The low fee, social justice model appears to be working, with the unique approach attracting clients and lawyers alike. Practice manager, Kelly Phelps, was drawn to the firm for its community and client focus.
“I joined Travis Schultz Law because not only are our lawyers some of the best in Queensland, but they are genuinely nice people. It feels good to be part of a team that is committed to making a positive difference to the lives of our clients,” she said.
“I love it here because we really do put people first and profits second. And the fact that I get to work with a firm who do so much work for the community and local charities makes me proud to be part of the TSL team.”
Travis is involved in a range of boards and organisations. He’s currently on the board of the Queensland Law Society and Chair of the Queensland Law Society Governance Committee. He serves on the board of the Sunshine Coast Turf Club, the Board of the Lifeflight Foundation and is a Brand Ambassador for Coastline BMW.
The Wishlist Spring Racing Gala and the Travis Schultz Winemakers’ Masterclass for SunnyKids are just a few of the charity organisations to benefit from the philanthropic approach of the firm. And for something to do in his spare time, he is also a wine writer for the Sunshine Coast Daily and Head Judge of the Restaurant of the Year Awards Program.
When asked what has been his greatest lesson during his first year in business, Travis is swift in his response.
“One of my favourite quotes comes from author Robert Collier when he said ‘Success is the sum of small efforts, repeated day in and day out’, and that’s what I’ve been doing for years now,” he said.
“I’ve learnt that success is all about being happy and achieving what is important to you. We’re all different in what matters to us, but getting to the point where I can set up a social justice law firm like this one, is success to me. My team and I do our bit and it adds up over time,” he said.
And if he had one piece of advice for those venturing into business for the first time?
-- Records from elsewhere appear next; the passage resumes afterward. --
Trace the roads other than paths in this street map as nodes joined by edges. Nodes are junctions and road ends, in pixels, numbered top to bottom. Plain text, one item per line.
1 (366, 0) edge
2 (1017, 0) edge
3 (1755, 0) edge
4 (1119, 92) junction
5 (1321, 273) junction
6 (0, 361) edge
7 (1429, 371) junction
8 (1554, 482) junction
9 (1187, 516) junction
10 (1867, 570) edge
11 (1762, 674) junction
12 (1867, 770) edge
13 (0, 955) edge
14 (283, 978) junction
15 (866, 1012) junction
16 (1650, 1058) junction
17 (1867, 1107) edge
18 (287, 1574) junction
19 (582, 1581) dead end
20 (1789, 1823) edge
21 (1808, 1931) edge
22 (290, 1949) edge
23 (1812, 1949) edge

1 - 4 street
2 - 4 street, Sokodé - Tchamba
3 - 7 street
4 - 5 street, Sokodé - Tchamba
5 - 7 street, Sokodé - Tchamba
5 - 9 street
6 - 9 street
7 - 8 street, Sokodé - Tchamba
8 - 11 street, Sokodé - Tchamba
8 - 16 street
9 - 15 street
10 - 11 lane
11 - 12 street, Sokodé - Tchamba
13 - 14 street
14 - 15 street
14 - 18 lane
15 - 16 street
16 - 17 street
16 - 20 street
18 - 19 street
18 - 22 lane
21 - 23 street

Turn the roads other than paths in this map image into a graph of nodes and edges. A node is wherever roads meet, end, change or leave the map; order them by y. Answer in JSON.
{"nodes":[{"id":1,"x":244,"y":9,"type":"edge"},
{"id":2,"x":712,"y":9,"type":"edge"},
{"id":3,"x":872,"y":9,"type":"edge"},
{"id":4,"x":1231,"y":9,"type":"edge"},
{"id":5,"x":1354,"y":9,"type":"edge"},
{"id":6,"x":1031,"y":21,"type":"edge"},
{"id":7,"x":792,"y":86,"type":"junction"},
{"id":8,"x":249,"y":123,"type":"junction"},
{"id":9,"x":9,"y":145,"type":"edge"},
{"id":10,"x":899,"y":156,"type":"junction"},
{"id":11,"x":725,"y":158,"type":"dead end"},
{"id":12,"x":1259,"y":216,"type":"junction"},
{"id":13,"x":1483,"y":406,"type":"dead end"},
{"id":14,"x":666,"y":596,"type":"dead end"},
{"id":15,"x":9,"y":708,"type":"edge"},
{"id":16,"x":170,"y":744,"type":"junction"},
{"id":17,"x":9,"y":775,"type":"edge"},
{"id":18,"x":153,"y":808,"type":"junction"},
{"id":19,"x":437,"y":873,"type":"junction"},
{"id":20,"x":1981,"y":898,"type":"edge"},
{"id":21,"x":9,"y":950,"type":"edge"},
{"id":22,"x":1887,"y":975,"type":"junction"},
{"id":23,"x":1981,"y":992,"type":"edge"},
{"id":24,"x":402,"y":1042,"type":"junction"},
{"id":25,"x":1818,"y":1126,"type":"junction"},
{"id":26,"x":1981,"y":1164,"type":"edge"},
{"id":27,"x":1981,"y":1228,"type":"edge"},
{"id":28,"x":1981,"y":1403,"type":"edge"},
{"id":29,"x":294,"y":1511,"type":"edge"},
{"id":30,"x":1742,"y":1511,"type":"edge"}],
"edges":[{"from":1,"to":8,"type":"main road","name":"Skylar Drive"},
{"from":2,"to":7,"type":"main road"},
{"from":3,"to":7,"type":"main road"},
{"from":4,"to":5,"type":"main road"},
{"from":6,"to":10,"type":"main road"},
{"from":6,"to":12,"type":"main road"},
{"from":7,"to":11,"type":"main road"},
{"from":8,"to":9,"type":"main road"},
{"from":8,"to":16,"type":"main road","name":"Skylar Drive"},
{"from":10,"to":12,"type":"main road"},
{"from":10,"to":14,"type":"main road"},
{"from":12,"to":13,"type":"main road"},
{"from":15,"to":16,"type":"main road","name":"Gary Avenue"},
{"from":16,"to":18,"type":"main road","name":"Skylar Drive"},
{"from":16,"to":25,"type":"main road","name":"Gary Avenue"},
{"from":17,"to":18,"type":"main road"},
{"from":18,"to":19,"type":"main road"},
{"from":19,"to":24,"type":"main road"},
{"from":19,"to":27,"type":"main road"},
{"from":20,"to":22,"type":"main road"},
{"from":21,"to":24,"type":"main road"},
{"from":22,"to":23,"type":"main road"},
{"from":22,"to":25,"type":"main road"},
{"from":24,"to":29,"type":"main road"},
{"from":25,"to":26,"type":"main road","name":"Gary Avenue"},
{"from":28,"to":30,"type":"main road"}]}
“Identify what is important to you, write your vision and those values down and never compromise on them. You might be surprised how a clear vision can help navigate you in those early months of getting started,” he said.
“I’m a huge fan of authors of change – people who can see a better way of doing something and who have the courage and creativity to make it happen. Those are the people who keep me focussed and set a benchmark that I may never actually meet but can certainly aspire to.”
“And don’t be afraid to stand out in a crowd,” he says with a grin.